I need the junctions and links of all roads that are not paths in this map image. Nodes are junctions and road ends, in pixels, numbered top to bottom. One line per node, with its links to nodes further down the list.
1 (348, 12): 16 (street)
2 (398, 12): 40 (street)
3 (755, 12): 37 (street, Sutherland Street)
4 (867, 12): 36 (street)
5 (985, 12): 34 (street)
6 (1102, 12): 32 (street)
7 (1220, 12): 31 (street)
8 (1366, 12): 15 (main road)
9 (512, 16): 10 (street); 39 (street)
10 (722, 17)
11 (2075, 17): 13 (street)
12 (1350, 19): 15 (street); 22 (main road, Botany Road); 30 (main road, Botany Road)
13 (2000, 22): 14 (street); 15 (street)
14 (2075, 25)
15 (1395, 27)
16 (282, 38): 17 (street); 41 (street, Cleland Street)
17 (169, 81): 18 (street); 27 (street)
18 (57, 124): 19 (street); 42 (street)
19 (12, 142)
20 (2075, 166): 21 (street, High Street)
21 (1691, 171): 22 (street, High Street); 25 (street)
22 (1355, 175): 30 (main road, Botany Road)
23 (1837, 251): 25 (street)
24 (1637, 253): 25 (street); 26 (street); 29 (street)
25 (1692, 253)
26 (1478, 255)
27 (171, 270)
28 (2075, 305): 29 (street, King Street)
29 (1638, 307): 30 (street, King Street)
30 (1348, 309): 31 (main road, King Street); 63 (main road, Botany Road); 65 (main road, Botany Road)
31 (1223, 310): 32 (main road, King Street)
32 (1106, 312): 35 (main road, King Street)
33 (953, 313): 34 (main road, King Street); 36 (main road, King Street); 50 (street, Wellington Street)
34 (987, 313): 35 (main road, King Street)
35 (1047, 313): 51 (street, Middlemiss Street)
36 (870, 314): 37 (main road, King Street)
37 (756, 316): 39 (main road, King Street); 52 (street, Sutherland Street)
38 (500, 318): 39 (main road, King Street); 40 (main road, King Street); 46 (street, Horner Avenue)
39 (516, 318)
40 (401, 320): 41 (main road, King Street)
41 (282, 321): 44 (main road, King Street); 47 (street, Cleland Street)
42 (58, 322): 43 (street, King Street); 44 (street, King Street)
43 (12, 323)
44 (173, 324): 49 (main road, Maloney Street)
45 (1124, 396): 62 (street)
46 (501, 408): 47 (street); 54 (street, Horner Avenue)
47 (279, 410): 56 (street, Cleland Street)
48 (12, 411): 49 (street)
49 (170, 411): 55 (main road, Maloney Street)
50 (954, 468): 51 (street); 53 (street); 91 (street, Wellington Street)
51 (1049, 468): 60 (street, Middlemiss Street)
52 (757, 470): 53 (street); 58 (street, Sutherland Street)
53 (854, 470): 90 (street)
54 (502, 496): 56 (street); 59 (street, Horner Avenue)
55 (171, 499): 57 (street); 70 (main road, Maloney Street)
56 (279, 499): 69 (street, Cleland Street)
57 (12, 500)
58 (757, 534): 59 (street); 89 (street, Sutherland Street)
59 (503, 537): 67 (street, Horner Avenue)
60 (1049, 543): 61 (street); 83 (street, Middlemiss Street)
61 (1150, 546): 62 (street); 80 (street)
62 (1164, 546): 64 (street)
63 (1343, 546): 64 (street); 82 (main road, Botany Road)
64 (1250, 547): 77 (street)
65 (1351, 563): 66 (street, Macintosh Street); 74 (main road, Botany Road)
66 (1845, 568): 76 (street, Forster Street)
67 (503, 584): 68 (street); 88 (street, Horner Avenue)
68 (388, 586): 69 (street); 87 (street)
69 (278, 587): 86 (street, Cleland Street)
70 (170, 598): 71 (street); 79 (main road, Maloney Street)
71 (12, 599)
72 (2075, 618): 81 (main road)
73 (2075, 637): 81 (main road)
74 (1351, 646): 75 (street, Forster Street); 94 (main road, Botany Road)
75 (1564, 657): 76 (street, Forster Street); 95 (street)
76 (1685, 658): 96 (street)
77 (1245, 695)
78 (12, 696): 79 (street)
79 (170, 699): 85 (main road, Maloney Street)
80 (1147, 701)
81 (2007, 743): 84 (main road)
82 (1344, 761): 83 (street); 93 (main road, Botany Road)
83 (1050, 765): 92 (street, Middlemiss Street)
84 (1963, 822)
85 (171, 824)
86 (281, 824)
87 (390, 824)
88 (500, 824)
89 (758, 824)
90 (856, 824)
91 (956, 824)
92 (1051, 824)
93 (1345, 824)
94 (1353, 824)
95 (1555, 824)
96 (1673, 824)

○ ○ ○

_YOUR GOAL_:
Would you output all the records above exactly as written?

_EXERCISE ANSWER_:
I need the junctions and links of all roads that are not paths in this map image. Nodes are junctions and road ends, in pixels, numbered top to bottom. One line per node, with its links to nodes further down the list.
1 (348, 12): 16 (street)
2 (398, 12): 40 (street)
3 (755, 12): 37 (street, Sutherland Street)
4 (867, 12): 36 (street)
5 (985, 12): 34 (street)
6 (1102, 12): 32 (street)
7 (1220, 12): 31 (street)
8 (1366, 12): 15 (main road)
9 (512, 16): 10 (street); 39 (street)
10 (722, 17)
11 (2075, 17): 13 (street)
12 (1350, 19): 15 (street); 22 (main road, Botany Road); 30 (main road, Botany Road)
13 (2000, 22): 14 (street); 15 (street)
14 (2075, 25)
15 (1395, 27)
16 (282, 38): 17 (street); 41 (street, Cleland Street)
17 (169, 81): 18 (street); 27 (street)
18 (57, 124): 19 (street); 42 (street)
19 (12, 142)
20 (2075, 166): 21 (street, High Street)
21 (1691, 171): 22 (street, High Street); 25 (street)
22 (1355, 175): 30 (main road, Botany Road)
23 (1837, 251): 25 (street)
24 (1637, 253): 25 (street); 26 (street); 29 (street)
25 (1692, 253)
26 (1478, 255)
27 (171, 270)
28 (2075, 305): 29 (street, King Street)
29 (1638, 307): 30 (street, King Street)
30 (1348, 309): 31 (main road, King Street); 63 (main road, Botany Road); 65 (main road, Botany Road)
31 (1223, 310): 32 (main road, King Street)
32 (1106, 312): 35 (main road, King Street)
33 (953, 313): 34 (main road, King Street); 36 (main road, King Street); 50 (street, Wellington Street)
34 (987, 313): 35 (main road, King Street)
35 (1047, 313): 51 (street, Middlemiss Street)
36 (870, 314): 37 (main road, King Street)
37 (756, 316): 39 (main road, King Street); 52 (street, Sutherland Street)
38 (500, 318): 39 (main road, King Street); 40 (main road, King Street); 46 (street, Horner Avenue)
39 (516, 318)
40 (401, 320): 41 (main road, King Street)
41 (282, 321): 44 (main road, King Street); 47 (street, Cleland Street)
42 (58, 322): 43 (street, King Street); 44 (street, King Street)
43 (12, 323)
44 (173, 324): 49 (main road, Maloney Street)
45 (1124, 396): 62 (street)
46 (501, 408): 47 (street); 54 (street, Horner Avenue)
47 (279, 410): 56 (street, Cleland Street)
48 (12, 411): 49 (street)
49 (170, 411): 55 (main road, Maloney Street)
50 (954, 468): 51 (street); 53 (street); 91 (street, Wellington Street)
51 (1049, 468): 60 (street, Middlemiss Street)
52 (757, 470): 53 (street); 58 (street, Sutherland Street)
53 (854, 470): 90 (street)
54 (502, 496): 56 (street); 59 (street, Horner Avenue)
55 (171, 499): 57 (street); 70 (main road, Maloney Street)
56 (279, 499): 69 (street, Cleland Street)
57 (12, 500)
58 (757, 534): 59 (street); 89 (street, Sutherland Street)
59 (503, 537): 67 (street, Horner Avenue)
60 (1049, 543): 61 (street); 83 (street, Middlemiss Street)
61 (1150, 546): 62 (street); 80 (street)
62 (1164, 546): 64 (street)
63 (1343, 546): 64 (street); 82 (main road, Botany Road)
64 (1250, 547): 77 (street)
65 (1351, 563): 66 (street, Macintosh Street); 74 (main road, Botany Road)
66 (1845, 568): 76 (street, Forster Street)
67 (503, 584): 68 (street); 88 (street, Horner Avenue)
68 (388, 586): 69 (street); 87 (street)
69 (278, 587): 86 (street, Cleland Street)
70 (170, 598): 71 (street); 79 (main road, Maloney Street)
71 (12, 599)
72 (2075, 618): 81 (main road)
73 (2075, 637): 81 (main road)
74 (1351, 646): 75 (street, Forster Street); 94 (main road, Botany Road)
75 (1564, 657): 76 (street, Forster Street); 95 (street)
76 (1685, 658): 96 (street)
77 (1245, 695)
78 (12, 696): 79 (street)
79 (170, 699): 85 (main road, Maloney Street)
80 (1147, 701)
81 (2007, 743): 84 (main road)
82 (1344, 761): 83 (street); 93 (main road, Botany Road)
83 (1050, 765): 92 (street, Middlemiss Street)
84 (1963, 822)
85 (171, 824)
86 (281, 824)
87 (390, 824)
88 (500, 824)
89 (758, 824)
90 (856, 824)
91 (956, 824)
92 (1051, 824)
93 (1345, 824)
94 (1353, 824)
95 (1555, 824)
96 (1673, 824)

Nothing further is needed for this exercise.